La tavola architettonica, presentata da Fratello Mimmo Leonetti nel contesto del Rito Scozzese Antico e Accettato (R∴S∴A∴A∴) nel 1778, offre un'interpretazione simbolica e spirituale di due figure bibliche, Mosè ed Elia. Questi personaggi rappresentano archetipi fondamentali all'interno della tradizione massonica.

 Massoneria, Analisi della Tavola Architettonica, come fornitaci,  Mimmo Leonetti

Introduzione
La tavola architettonica, presentata da Fratello Mimmo Leonetti nel contesto del Rito Scozzese Antico e Accettato (R∴S∴A∴A∴) nel 1778, offre un’interpretazione simbolica e spirituale di due figure bibliche, Mosè ed Elia. Questi personaggi rappresentano archetipi fondamentali all’interno della tradizione della Massoneria.

 Struttura dell’Opera
L’opera si articola in tre sezioni principali, ognuna delle quali riflette un aspetto della trasformazione spirituale e della crescita morale.

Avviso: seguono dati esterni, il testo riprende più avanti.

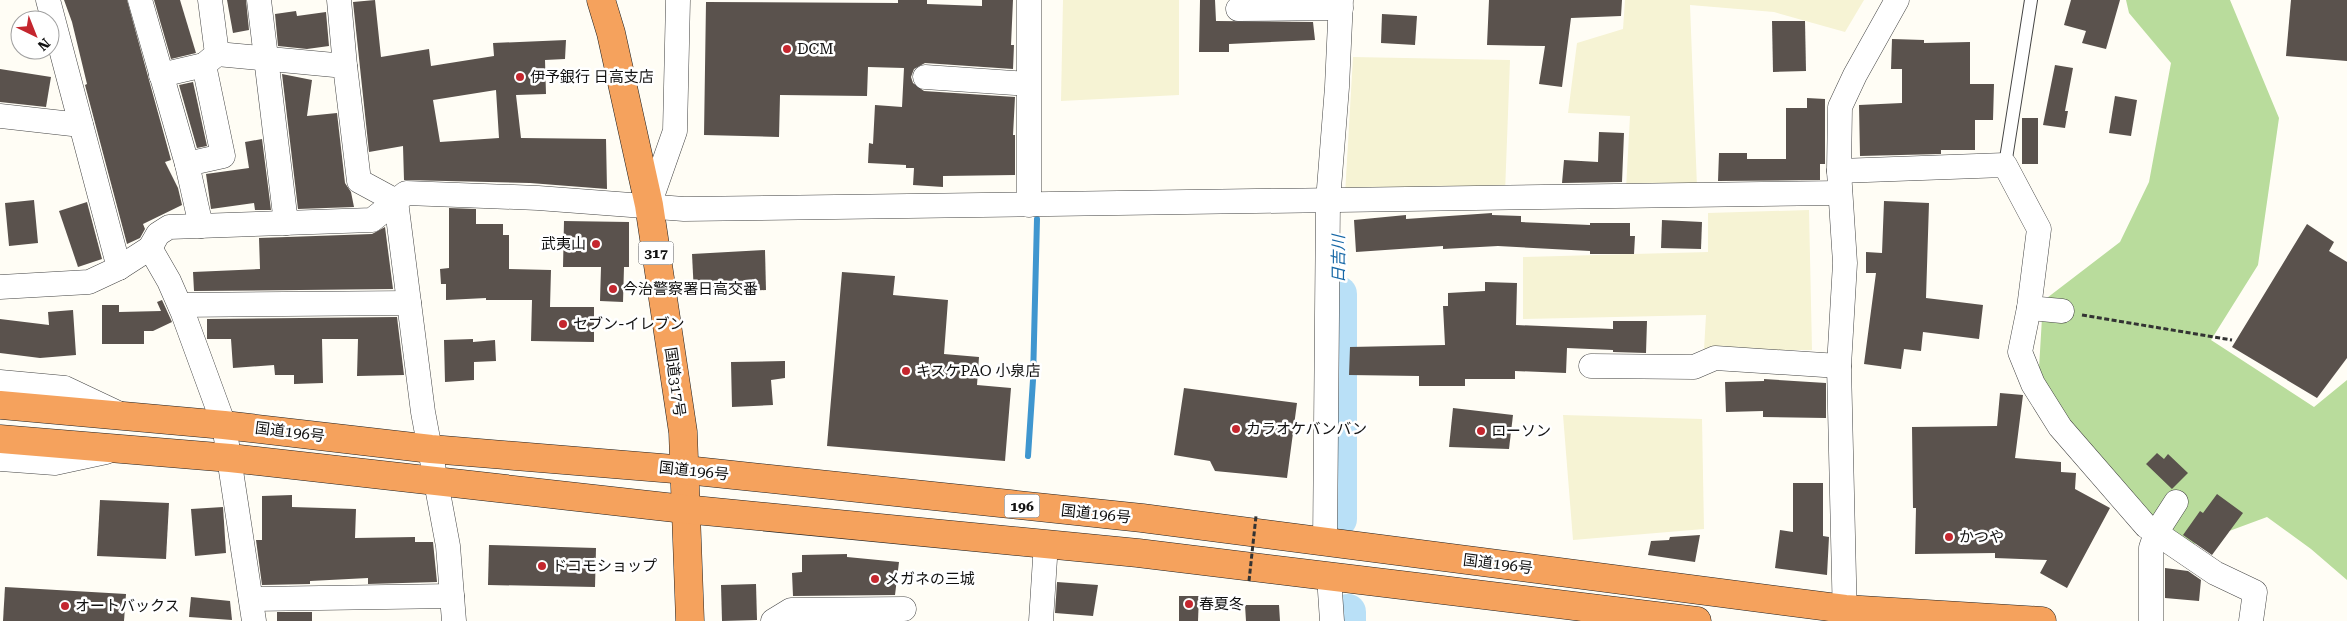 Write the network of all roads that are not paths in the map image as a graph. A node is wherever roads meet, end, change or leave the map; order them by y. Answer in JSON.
{"nodes":[{"id":1,"x":48,"y":0,"type":"edge"},
{"id":2,"x":140,"y":0,"type":"edge"},
{"id":3,"x":210,"y":0,"type":"edge"},
{"id":4,"x":259,"y":0,"type":"edge"},
{"id":5,"x":339,"y":0,"type":"edge"},
{"id":6,"x":602,"y":0,"type":"edge"},
{"id":7,"x":678,"y":0,"type":"edge"},
{"id":8,"x":1029,"y":0,"type":"edge"},
{"id":9,"x":1898,"y":0,"type":"edge"},
{"id":10,"x":2031,"y":0,"type":"edge"},
{"id":11,"x":1341,"y":4,"type":"edge"},
{"id":12,"x":1238,"y":9,"type":"dead end"},
{"id":13,"x":210,"y":59,"type":"junction"},
{"id":14,"x":267,"y":59,"type":"junction"},
{"id":15,"x":346,"y":66,"type":"junction"},
{"id":16,"x":161,"y":75,"type":"junction"},
{"id":17,"x":925,"y":77,"type":"dead end"},
{"id":18,"x":1028,"y":84,"type":"junction"},
{"id":19,"x":0,"y":116,"type":"edge"},
{"id":20,"x":81,"y":126,"type":"junction"},
{"id":21,"x":186,"y":164,"type":"junction"},
{"id":22,"x":2005,"y":165,"type":"junction"},
{"id":23,"x":1839,"y":182,"type":"junction"},
{"id":24,"x":396,"y":201,"type":"junction"},
{"id":25,"x":1328,"y":201,"type":"junction"},
{"id":26,"x":649,"y":205,"type":"junction"},
{"id":27,"x":1029,"y":205,"type":"junction"},
{"id":28,"x":286,"y":223,"type":"junction"},
{"id":29,"x":201,"y":226,"type":"junction"},
{"id":30,"x":150,"y":248,"type":"junction"},
{"id":31,"x":118,"y":268,"type":"junction"},
{"id":32,"x":0,"y":287,"type":"edge"},
{"id":33,"x":409,"y":304,"type":"junction"},
{"id":34,"x":180,"y":305,"type":"junction"},
{"id":35,"x":2028,"y":308,"type":"junction"},
{"id":36,"x":2062,"y":311,"type":"road end"},
{"id":37,"x":1591,"y":366,"type":"dead end"},
{"id":38,"x":1839,"y":366,"type":"junction"},
{"id":39,"x":0,"y":382,"type":"edge"},
{"id":40,"x":0,"y":405,"type":"edge"},
{"id":41,"x":122,"y":415,"type":"junction"},
{"id":42,"x":224,"y":425,"type":"junction"},
{"id":43,"x":0,"y":439,"type":"edge"},
{"id":44,"x":120,"y":448,"type":"junction"},
{"id":45,"x":431,"y":448,"type":"junction"},
{"id":46,"x":230,"y":458,"type":"junction"},
{"id":47,"x":0,"y":459,"type":"edge"},
{"id":48,"x":686,"y":470,"type":"junction"},
{"id":49,"x":436,"y":482,"type":"junction"},
{"id":50,"x":2176,"y":502,"type":"dead end"},
{"id":51,"x":684,"y":509,"type":"junction"},
{"id":52,"x":2156,"y":533,"type":"junction"},
{"id":53,"x":1325,"y":542,"type":"junction"},
{"id":54,"x":1046,"y":543,"type":"junction"},
{"id":55,"x":1329,"y":576,"type":"junction"},
{"id":56,"x":452,"y":596,"type":"junction"},
{"id":57,"x":904,"y":609,"type":"dead end"},
{"id":58,"x":252,"y":610,"type":"edge"},
{"id":59,"x":1845,"y":615,"type":"edge"},
{"id":60,"x":454,"y":621,"type":"edge"},
{"id":61,"x":690,"y":621,"type":"edge"},
{"id":62,"x":774,"y":621,"type":"edge"},
{"id":63,"x":1041,"y":621,"type":"edge"},
{"id":64,"x":1332,"y":621,"type":"edge"},
{"id":65,"x":1697,"y":621,"type":"edge"},
{"id":66,"x":2042,"y":621,"type":"edge"},
{"id":67,"x":2150,"y":621,"type":"edge"},
{"id":68,"x":2251,"y":621,"type":"edge"}],
"edges":[{"from":1,"to":20,"type":"street"},
{"from":2,"to":16,"type":"street"},
{"from":3,"to":13,"type":"street"},
{"from":4,"to":14,"type":"street"},
{"from":5,"to":15,"type":"street"},
{"from":6,"to":26,"type":"highway","name":"国道317号","number":"317"},
{"from":7,"to":26,"type":"street"},
{"from":8,"to":18,"type":"street"},
{"from":9,"to":23,"type":"street"},
{"from":10,"to":22,"type":"lane"},
{"from":11,"to":12,"type":"street"},
{"from":11,"to":25,"type":"street"},
{"from":13,"to":14,"type":"street"},
{"from":13,"to":16,"type":"street"},
{"from":13,"to":21,"type":"street"},
{"from":14,"to":15,"type":"street"},
{"from":14,"to":28,"type":"street"},
{"from":15,"to":24,"type":"street"},
{"from":16,"to":21,"type":"street"},
{"from":17,"to":18,"type":"street"},
{"from":18,"to":27,"type":"street"},
{"from":19,"to":20,"type":"street"},
{"from":20,"to":31,"type":"street"},
{"from":21,"to":29,"type":"street"},
{"from":22,"to":23,"type":"street"},
{"from":22,"to":35,"type":"street"},
{"from":23,"to":25,"type":"street"},
{"from":23,"to":38,"type":"street"},
{"from":24,"to":26,"type":"street"},
{"from":24,"to":28,"type":"street"},
{"from":24,"to":33,"type":"street"},
{"from":25,"to":27,"type":"street"},
{"from":25,"to":53,"type":"street"},
{"from":26,"to":27,"type":"street"},
{"from":26,"to":48,"type":"highway","name":"国道317号","number":"317"},
{"from":28,"to":29,"type":"street"},
{"from":29,"to":30,"type":"street"},
{"from":30,"to":31,"type":"street"},
{"from":30,"to":34,"type":"street"},
{"from":31,"to":32,"type":"street"},
{"from":33,"to":34,"type":"street"},
{"from":33,"to":45,"type":"street"},
{"from":34,"to":42,"type":"street"},
{"from":35,"to":36,"type":"street"},
{"from":35,"to":52,"type":"street"},
{"from":37,"to":38,"type":"street"},
{"from":38,"to":59,"type":"street"},
{"from":39,"to":41,"type":"street"},
{"from":40,"to":41,"type":"highway","name":"国道196号","number":"196"},
{"from":41,"to":42,"type":"highway","name":"国道196号","number":"196"},
{"from":42,"to":45,"type":"highway","name":"国道196号","number":"196"},
{"from":42,"to":46,"type":"street"},
{"from":43,"to":44,"type":"highway","number":"196"},
{"from":44,"to":46,"type":"highway","number":"196"},
{"from":44,"to":47,"type":"street"},
{"from":45,"to":48,"type":"highway","name":"国道196号","number":"196"},
{"from":45,"to":49,"type":"street"},
{"from":46,"to":49,"type":"highway","number":"196"},
{"from":46,"to":58,"type":"street"},
{"from":48,"to":51,"type":"highway","name":"国道317号","number":"317"},
{"from":48,"to":53,"type":"highway","name":"国道196号","number":"196"},
{"from":49,"to":51,"type":"highway","number":"196"},
{"from":49,"to":56,"type":"street"},
{"from":50,"to":52,"type":"street"},
{"from":51,"to":54,"type":"highway","number":"196"},
{"from":51,"to":61,"type":"highway","name":"国道317号","number":"317"},
{"from":52,"to":67,"type":"street"},
{"from":52,"to":68,"type":"street"},
{"from":53,"to":59,"type":"highway","name":"国道196号","number":"196"},
{"from":54,"to":55,"type":"highway","number":"196"},
{"from":54,"to":63,"type":"street"},
{"from":55,"to":64,"type":"street"},
{"from":55,"to":65,"type":"highway","number":"196"},
{"from":56,"to":58,"type":"street"},
{"from":56,"to":60,"type":"street"},
{"from":57,"to":62,"type":"street"},
{"from":59,"to":66,"type":"highway","name":"国道196号","number":"196"}]}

1. Mosè e la prova dell’acqua
– Il simbolismo del Mar Rosso rappresenta la separazione tra schiavitù e libertà. Mosè alza il bastone, che simboleggia autorità e azione giusta.
– I contrasti sono evidenti: il Faraone simboleggia la tirannia, mentre le acque rappresentano il dubbio e la paura. Il messaggio centrale è che la vera azione viene dall’interno, incarnata dal Cavaliere Kadosh che avanza nonostante le avversità.

2. Elia e la prova del fuoco
– Elia, come Principe Rosa+Croce, ricostruisce l’ara con dodici pietre, un simbolo di unità e tradizione. La purificazione attraverso l’acqua indica umiltà e rettifica.
– L’invocazione è fondamentale: l’uso delle parole giuste è essenziale per evocare la verità. La formula della Quadruplice Natura dell’Uomo viene esplorata attraverso i quattro elementi: acqua, fuoco, spirito e terra.

3. La sintesi del 33° grado
– La trasfigurazione di Mosè ed Elia sul monte simboleggia la connessione tra legge e profezia. Il 33° grado rappresenta l’unione delle due figure in un cammino di verità.
– L’opera invita a riflettere su quali ostacoli ci siano nella missione del Rito e quali idoli moderni corrompano l’umanità.

Conclusione
La tavola si conclude con un invito a riflettere su come ricostruire i propri altari interiori per riportare giustizia e fratellanza nel Tempio dell’Umanità. La richiesta di forza, saggezza e bellezza per guidare l’umanità dalle tenebre alla luce è un tema ricorrente nella filosofia della Massoneria.